This Victorian wall shows how to cope with a steep slope. The rocks are set in courses making it look as though they are all rectangles when many are quite diferent shapes. Top line is very neat and the copes have been carefully placed on steps to end up with a smooth line. Clever stuff.
This is the so called Roman bridge in Glen Lyon Scotland. It was built in the16th century and can still carry light traffic. It is a great favourite of mine and although it has lime mortar I have used the principles to build several dry stone versions.
This tree was built by Eric Landman along with his family and many friends as a memorial to his wife Kerry who died last year. She was a great lady and will be sadly missed by me and all those who knew her.

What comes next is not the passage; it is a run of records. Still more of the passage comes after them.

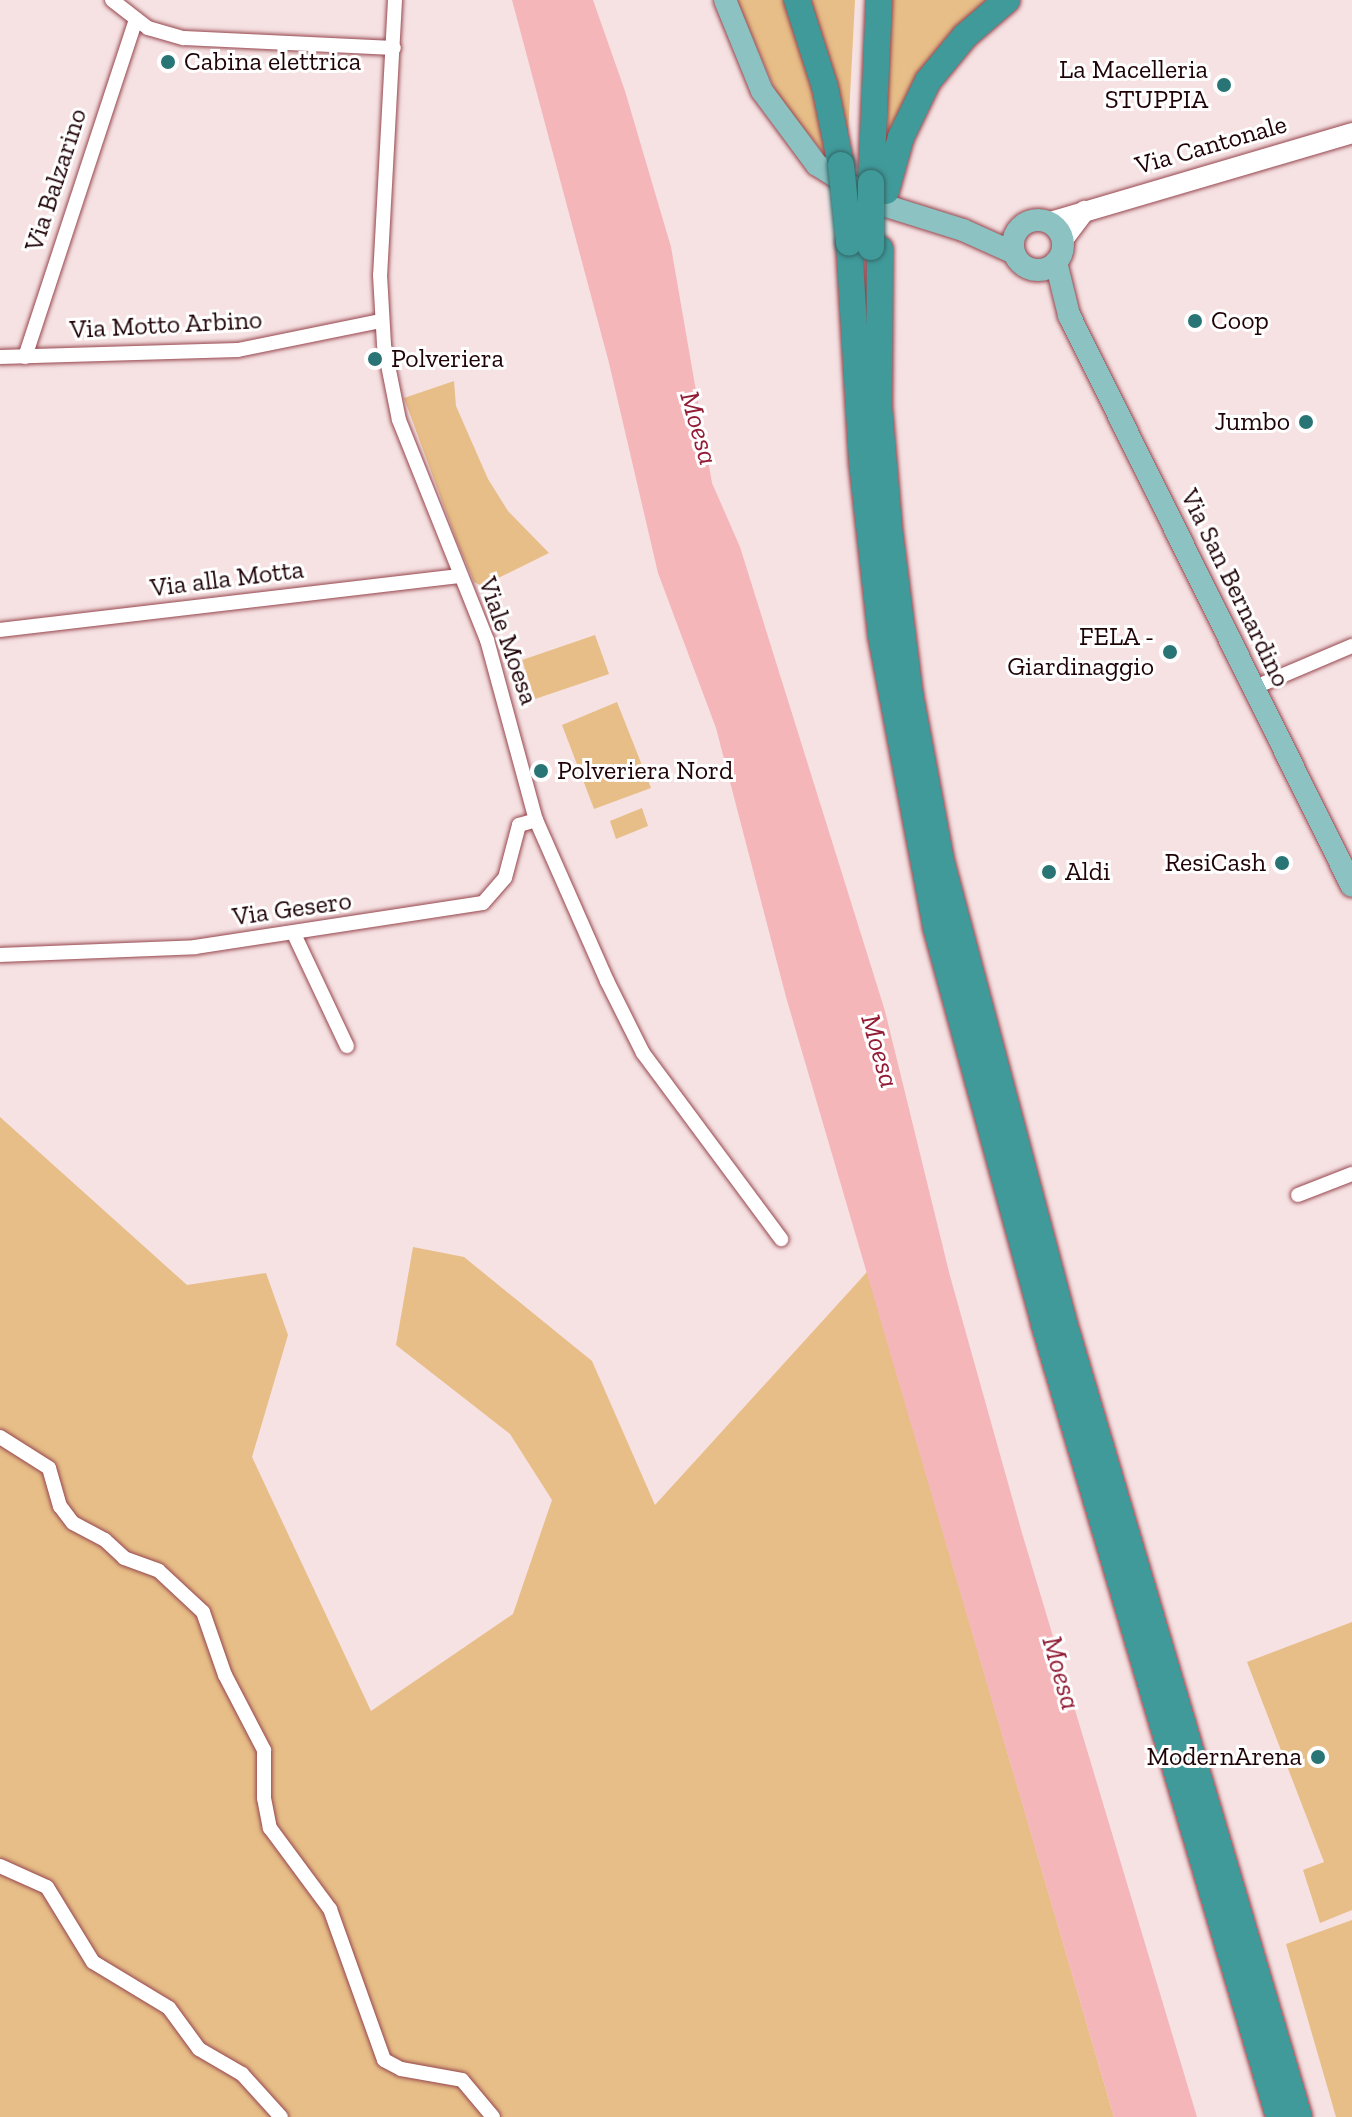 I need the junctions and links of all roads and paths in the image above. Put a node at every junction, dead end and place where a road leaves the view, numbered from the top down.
1 (395, 0) edge
2 (725, 0) edge
3 (797, 0) edge
4 (866, 0) edge
5 (879, 0) edge
6 (1007, 0) edge
7 (118, 2) edge
8 (136, 20) junction
9 (394, 48) junction
10 (1352, 133) edge
11 (864, 178) junction
12 (963, 230) junction
13 (1017, 231) junction
14 (1056, 242) junction
15 (864, 246) junction
16 (1014, 253) junction
17 (1033, 269) junction
18 (1069, 315) junction
19 (381, 321) junction
20 (0, 357) edge
21 (25, 357) junction
22 (461, 576) junction
23 (0, 630) edge
24 (1352, 646) edge
25 (1253, 688) junction
26 (536, 820) junction
27 (1352, 886) edge
28 (294, 934) junction
29 (0, 955) edge
30 (347, 1046) dead end
31 (1352, 1174) edge
32 (1298, 1195) dead end
33 (781, 1239) dead end
34 (0, 1437) edge
35 (0, 1866) edge
36 (281, 2117) edge
37 (493, 2117) edge
38 (1279, 2117) edge
39 (1299, 2117) edge

1 - 9 street, Viale Moesa
2 - 12 main road
3 - 11 highway
4 - 11 highway
5 - 11 highway
6 - 11 highway
7 - 8 street
8 - 9 street
8 - 21 street, Via Balzarino
9 - 19 street, Viale Moesa
10 - 14 street, Via Cantonale
11 - 15 highway
12 - 13 main road
12 - 16 main road
13 - 14 main road
13 - 16 main road
14 - 17 main road
14 - 18 main road, Via San Bernardino
15 - 38 highway
15 - 39 highway
16 - 17 main road, Via San Bernardino
17 - 18 main road, Via San Bernardino
18 - 25 main road, Via San Bernardino
19 - 21 street, Via Motto Arbino
19 - 22 street, Viale Moesa
20 - 21 street, Via Motto Arbino
22 - 23 street, Via alla Motta
22 - 26 street, Viale Moesa
24 - 25 street
25 - 27 main road, Via San Bernardino
26 - 28 street, Via Gesero
26 - 33 street, Viale Moesa
28 - 29 street, Via Gesero
28 - 30 street
31 - 32 street
34 - 37 street
35 - 36 street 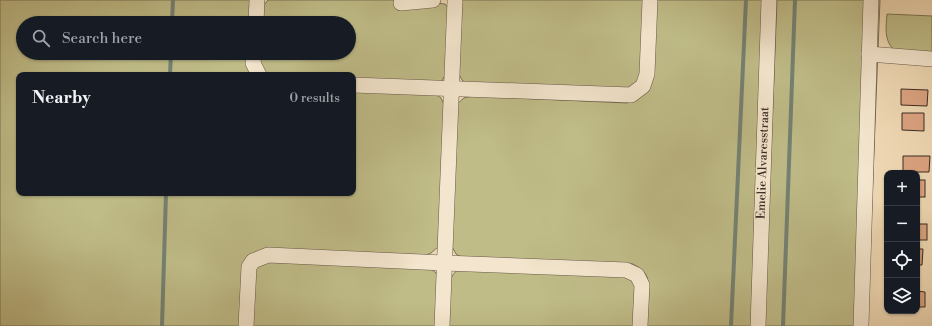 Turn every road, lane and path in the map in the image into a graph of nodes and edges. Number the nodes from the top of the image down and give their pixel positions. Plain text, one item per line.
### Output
1 (257, 0) edge
2 (433, 0) edge
3 (455, 0) edge
4 (650, 0) edge
5 (769, 0) edge
6 (871, 0) edge
7 (401, 3) dead end
8 (256, 16) edge
9 (869, 54) junction
10 (932, 59) edge
11 (253, 60) edge
12 (258, 72) edge
13 (356, 85) edge
14 (451, 90) junction
15 (444, 263) junction
16 (246, 326) edge
17 (442, 326) edge
18 (640, 326) edge
19 (758, 326) edge
20 (861, 326) edge

1 - 8 street
2 - 7 street
3 - 14 street
4 - 14 street
5 - 19 street, Emelie Alvaresstraat
6 - 9 street
9 - 10 street
9 - 20 street
11 - 12 street
13 - 14 street
14 - 15 street
15 - 16 street
15 - 17 street
15 - 18 street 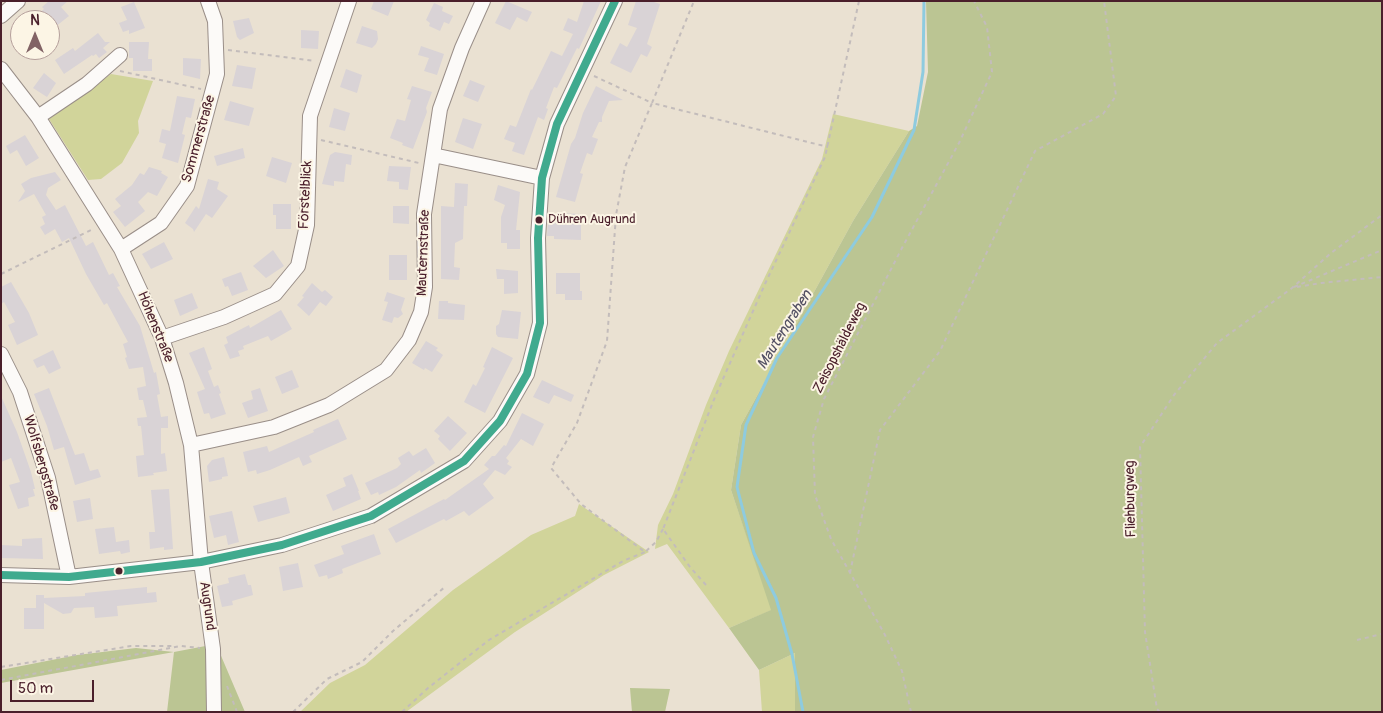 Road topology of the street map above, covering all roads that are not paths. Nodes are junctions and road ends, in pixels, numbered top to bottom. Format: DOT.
graph roads {
  1 [pos="18,1"];
  2 [pos="208,1"];
  3 [pos="349,1"];
  4 [pos="483,1"];
  5 [pos="615,1"];
  6 [pos="1,16"];
  7 [pos="120,55"];
  8 [pos="1,69"];
  9 [pos="38,117"];
  10 [pos="432,160"];
  11 [pos="542,178"];
  12 [pos="121,249"];
  13 [pos="162,338"];
  14 [pos="1,354"];
  15 [pos="191,445"];
  16 [pos="201,562"];
  17 [pos="1,575"];
  18 [pos="69,577"];
  19 [pos="214,712"];
  1 -- 6 [label="street"];
  2 -- 12 [label="street, Sommerstraße"];
  3 -- 13 [label="street, Förstelblick"];
  4 -- 10 [label="street, Mauternstraße"];
  5 -- 11 [label="street, Augrund"];
  7 -- 9 [label="street"];
  8 -- 9 [label="street, Höhenstraße"];
  9 -- 12 [label="street, Höhenstraße"];
  10 -- 11 [label="street"];
  10 -- 15 [label="street, Mauternstraße"];
  11 -- 16 [label="street, Augrund"];
  12 -- 13 [label="street, Höhenstraße"];
  13 -- 15 [label="street, Höhenstraße"];
  14 -- 18 [label="street, Wolfsbergstraße"];
  15 -- 16 [label="street, Höhenstraße"];
  16 -- 18 [label="street"];
  16 -- 19 [label="street, Augrund"];
  17 -- 18 [label="street"];
} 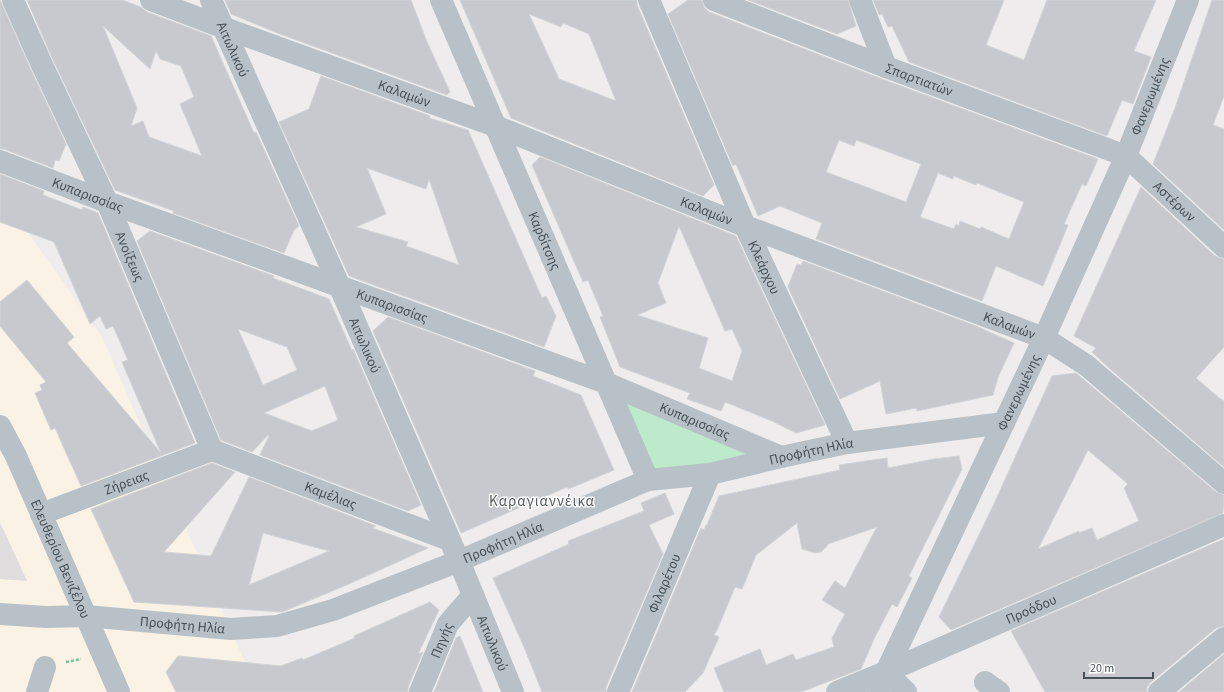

This is an attractive piece of work near the entrance to the largest Hotel in my home town of Crieff. I not sure who did the job but it is lookuing good after a couple of years. One or two of the copes are splitting slightly but hopefully this will not get any worse
This small arch in a wall over a ditch near Auchterarder could have been achieved with a single large rock. However to my mind and in the opinion of the client, it looks much more attractive as it is. A oil drum was used as a support of the stones as it was being built. The drum was propped up on a couple of bricks which were knocked away at the end.
This is the Trulli where I was staying last month. It ha d a lovely wood burning stove which was just as well because while I was there Italy had its worst winter for 26 years! Sometimes we just had to sit beside the fire drinking local red wine, eating olives and eating home made bread cooked in an ouside oven.